Joff Bush chronology
|  | Bluey: The Album (2021) | Dance Mode! (2023) |

Singles from Bluey: The Album
- "Bluey Theme Tune" Released: 6 November 2020; "Keepy Uppy" Released: 4 December 2020; "Here Come the Grannies!" Released: 18 December 2020; "Bluey Theme Tune (Instrument Parade)" Released: 8 January 2021;

= Bluey: The Album =

Bluey: The Album is the soundtrack album for the first series of the Australian animated television series Bluey, which was released on 22 January 2021 by Demon Records. Most of the soundtrack's music was composed and performed by Joff Bush, the composer for the television program, alongside a team of musicians.

The on-screen music for Bluey had previously been licensed by Universal Music Publishing on behalf of BBC Worldwide Music Publishing. The soundtrack was released through Demon Music Group, a subdivision of BBC Studios, who hold global rights to release the show's music.

The soundtrack debuted at number one on the ARIA Albums Chart in February 2021. It was recognised as the first children's album to reach the top of the charts in Australia. It won Best Children's Album at the 2021 ARIA Music Awards, and an APRA Screen Music Award for Best Soundtrack Album in 2021.

==Background and composition==
Joff Bush serves as the primary composer of Bluey, writing half of the television show's score himself and leading a group of additional composers, including David Barber. Bush graduated from the Queensland Conservatorium, where he met executive producer Daley Pearson, and before Bluey, worked on series such as The Family Law and Australian Survivor. Bush has stated that each episode has its own unique musical style, and he likes to become involved in the episodes as they are scripted; he regularly has detailed discussions with series creator Joe Brumm. Live instruments are regularly played for the recordings. Every episode of Bluey is individually scored, a decision made by Brumm, who was inspired by the original compositions for Charlie and Lola while working on the series in the United Kingdom.

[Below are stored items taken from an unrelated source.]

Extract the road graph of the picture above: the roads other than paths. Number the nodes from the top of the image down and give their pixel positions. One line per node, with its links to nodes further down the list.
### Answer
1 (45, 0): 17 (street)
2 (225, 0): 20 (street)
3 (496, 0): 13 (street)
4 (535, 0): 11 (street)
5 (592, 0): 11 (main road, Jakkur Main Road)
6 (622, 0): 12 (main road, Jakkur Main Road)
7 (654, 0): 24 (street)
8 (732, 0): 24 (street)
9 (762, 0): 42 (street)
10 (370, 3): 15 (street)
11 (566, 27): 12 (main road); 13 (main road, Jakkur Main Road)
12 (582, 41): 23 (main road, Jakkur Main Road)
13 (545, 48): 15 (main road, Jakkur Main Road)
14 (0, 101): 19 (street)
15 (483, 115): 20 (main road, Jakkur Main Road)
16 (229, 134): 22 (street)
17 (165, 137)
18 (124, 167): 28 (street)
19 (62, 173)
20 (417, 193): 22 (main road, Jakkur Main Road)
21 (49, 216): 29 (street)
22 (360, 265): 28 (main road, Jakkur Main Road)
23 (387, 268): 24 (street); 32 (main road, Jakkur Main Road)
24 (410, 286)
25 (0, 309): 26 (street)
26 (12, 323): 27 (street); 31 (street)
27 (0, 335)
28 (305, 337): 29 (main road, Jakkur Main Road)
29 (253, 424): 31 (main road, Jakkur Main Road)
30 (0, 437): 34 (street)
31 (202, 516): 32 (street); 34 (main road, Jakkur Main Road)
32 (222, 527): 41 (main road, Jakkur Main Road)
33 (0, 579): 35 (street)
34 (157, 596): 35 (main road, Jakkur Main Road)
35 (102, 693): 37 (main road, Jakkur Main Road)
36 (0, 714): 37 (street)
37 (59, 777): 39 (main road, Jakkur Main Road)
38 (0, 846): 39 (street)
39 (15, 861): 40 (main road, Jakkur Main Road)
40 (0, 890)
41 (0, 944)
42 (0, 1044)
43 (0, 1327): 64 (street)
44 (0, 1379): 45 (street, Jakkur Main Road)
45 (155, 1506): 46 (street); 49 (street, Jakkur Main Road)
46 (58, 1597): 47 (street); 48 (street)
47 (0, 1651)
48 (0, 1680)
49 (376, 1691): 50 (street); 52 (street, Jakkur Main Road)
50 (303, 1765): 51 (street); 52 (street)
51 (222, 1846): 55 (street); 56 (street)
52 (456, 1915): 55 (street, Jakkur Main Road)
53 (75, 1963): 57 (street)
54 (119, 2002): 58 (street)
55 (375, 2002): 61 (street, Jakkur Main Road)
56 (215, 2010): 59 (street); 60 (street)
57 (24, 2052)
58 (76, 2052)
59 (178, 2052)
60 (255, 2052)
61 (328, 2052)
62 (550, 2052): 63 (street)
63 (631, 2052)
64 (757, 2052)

The soundtrack features arrangements of songs from the first series of the program, including the scores of episodes "Keepy Uppy", "Grannies", "The Pool" and "The Creek". It contains original compositions as well as arrangements of classical pieces such as "John Ryan's Polka" and "Pachelbel's Canon". The first half of the album features upbeat songs, while the later tracks featured are the softer compositions. Vocals by Helena Czajka and Jazz D'Arcy are featured on "I Know a Place (The Creek Song)".

==Release==
It was reported that Bush was developing a music album for Bluey in July 2019. By July 2020, the album was scheduled to be released in late 2020. The first single from the album; the show's theme song, paired with an additional extended version, was released digitally on 6 November 2020.

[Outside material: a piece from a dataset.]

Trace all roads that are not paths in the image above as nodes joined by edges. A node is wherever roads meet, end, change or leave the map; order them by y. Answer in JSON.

Pre-orders for the soundtrack were opened on 4 December 2020, with the release date also being revealed. The single, "Keepy Uppy" was also released alongside the album announcement. The complete soundtrack was released on 22 January 2021, digitally and physically, in a gatefold digipack sleeve with complementary stickers. The cover art was designed by Brumm.

The album was released on vinyl on 17 July 2021 for Record Store Day exclusively in Australia, pressed on a double-sided picture disc, limited to 500 copies. It received a wider release on coloured blue vinyl on 1 October 2021 to coincide with the album's worldwide release.

==Track listing==
All songs written and produced by Joff Bush except where noted.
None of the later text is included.